**WORK ORDER**
For the entries below, how many lines contain the word "joint"? Reply with the number and nothing else.

**RECORDED INFORMATION**
────────────────────────────────────────
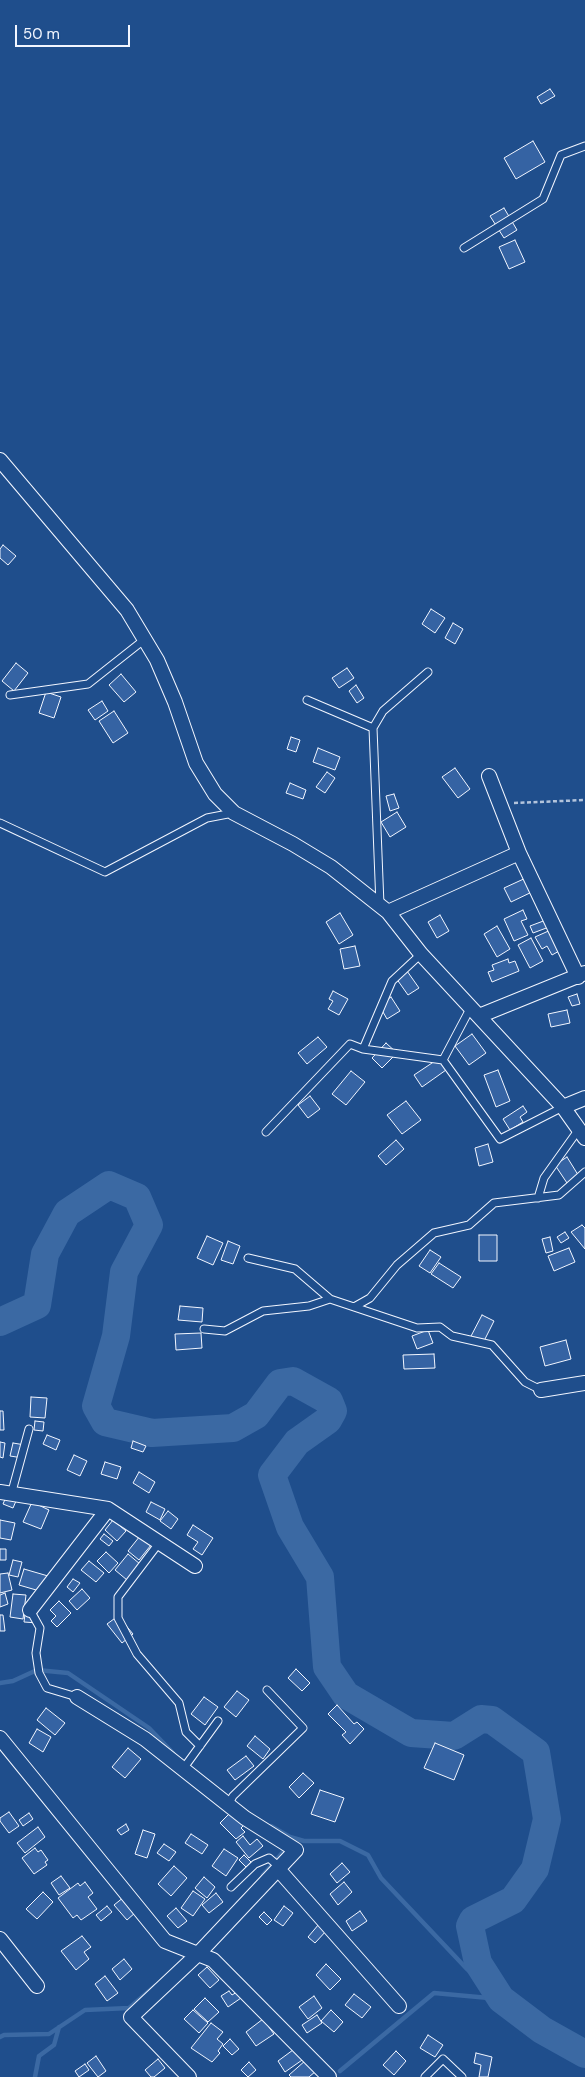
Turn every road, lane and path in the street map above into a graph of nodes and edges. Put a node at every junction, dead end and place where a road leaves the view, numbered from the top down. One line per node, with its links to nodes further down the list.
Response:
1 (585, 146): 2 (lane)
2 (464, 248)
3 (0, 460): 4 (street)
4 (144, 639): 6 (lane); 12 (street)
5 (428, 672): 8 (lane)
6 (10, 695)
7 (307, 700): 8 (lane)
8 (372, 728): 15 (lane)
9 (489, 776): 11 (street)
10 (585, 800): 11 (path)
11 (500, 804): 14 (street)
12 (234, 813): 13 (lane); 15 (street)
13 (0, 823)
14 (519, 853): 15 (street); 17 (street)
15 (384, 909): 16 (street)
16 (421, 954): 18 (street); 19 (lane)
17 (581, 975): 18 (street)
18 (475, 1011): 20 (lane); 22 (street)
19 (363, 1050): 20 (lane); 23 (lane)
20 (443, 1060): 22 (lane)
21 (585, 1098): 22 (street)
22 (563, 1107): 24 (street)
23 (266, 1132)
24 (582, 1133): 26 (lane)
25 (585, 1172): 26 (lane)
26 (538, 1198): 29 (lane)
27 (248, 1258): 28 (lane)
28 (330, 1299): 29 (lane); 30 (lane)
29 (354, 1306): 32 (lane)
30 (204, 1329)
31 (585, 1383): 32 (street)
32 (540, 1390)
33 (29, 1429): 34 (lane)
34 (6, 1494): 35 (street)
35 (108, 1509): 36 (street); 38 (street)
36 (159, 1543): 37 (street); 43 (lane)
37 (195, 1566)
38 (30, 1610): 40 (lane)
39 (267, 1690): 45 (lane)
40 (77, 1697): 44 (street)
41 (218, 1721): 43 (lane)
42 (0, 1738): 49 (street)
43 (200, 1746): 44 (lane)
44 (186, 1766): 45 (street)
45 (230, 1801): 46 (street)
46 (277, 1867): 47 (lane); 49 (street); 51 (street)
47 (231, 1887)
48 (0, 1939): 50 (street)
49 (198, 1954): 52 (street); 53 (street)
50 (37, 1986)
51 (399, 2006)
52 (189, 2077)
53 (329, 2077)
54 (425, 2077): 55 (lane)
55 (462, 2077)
────────────────────────────────────────
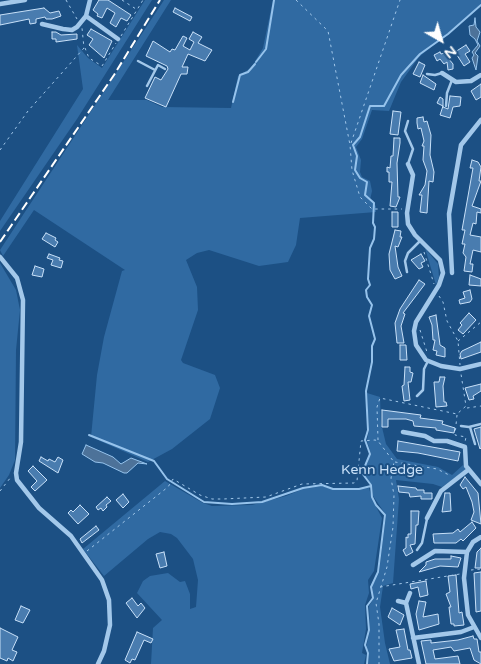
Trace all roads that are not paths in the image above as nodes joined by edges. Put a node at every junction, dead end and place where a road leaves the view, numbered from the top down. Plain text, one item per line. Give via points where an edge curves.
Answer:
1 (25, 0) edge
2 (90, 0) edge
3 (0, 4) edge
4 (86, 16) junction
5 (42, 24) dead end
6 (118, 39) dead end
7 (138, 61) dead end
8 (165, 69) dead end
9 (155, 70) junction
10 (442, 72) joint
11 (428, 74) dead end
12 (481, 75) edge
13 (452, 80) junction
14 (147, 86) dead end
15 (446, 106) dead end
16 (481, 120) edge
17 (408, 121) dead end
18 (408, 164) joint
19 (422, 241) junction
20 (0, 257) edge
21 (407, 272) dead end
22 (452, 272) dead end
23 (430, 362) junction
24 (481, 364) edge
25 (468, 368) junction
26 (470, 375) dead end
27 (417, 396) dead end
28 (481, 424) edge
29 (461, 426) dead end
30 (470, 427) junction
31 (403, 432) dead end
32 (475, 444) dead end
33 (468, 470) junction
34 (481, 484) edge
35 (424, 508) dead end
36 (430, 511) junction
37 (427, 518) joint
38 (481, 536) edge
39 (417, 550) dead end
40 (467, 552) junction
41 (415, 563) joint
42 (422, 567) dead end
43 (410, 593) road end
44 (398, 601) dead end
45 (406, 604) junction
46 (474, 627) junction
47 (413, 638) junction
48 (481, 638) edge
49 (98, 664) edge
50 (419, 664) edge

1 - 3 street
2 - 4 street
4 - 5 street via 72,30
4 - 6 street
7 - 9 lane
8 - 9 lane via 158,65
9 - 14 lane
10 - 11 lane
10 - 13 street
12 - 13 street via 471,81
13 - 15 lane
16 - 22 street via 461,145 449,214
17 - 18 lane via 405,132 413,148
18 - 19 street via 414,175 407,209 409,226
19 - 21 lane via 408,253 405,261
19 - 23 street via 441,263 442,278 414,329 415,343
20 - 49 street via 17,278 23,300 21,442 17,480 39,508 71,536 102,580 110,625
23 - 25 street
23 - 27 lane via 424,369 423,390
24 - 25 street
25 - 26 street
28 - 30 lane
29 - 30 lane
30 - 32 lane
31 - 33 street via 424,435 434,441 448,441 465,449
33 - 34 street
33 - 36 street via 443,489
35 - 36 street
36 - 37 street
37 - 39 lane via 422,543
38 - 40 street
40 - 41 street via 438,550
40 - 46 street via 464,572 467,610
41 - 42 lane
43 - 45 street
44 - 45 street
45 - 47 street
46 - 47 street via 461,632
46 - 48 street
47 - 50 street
────────────────────────────────────────
**PROBLEM SOLUTION**
4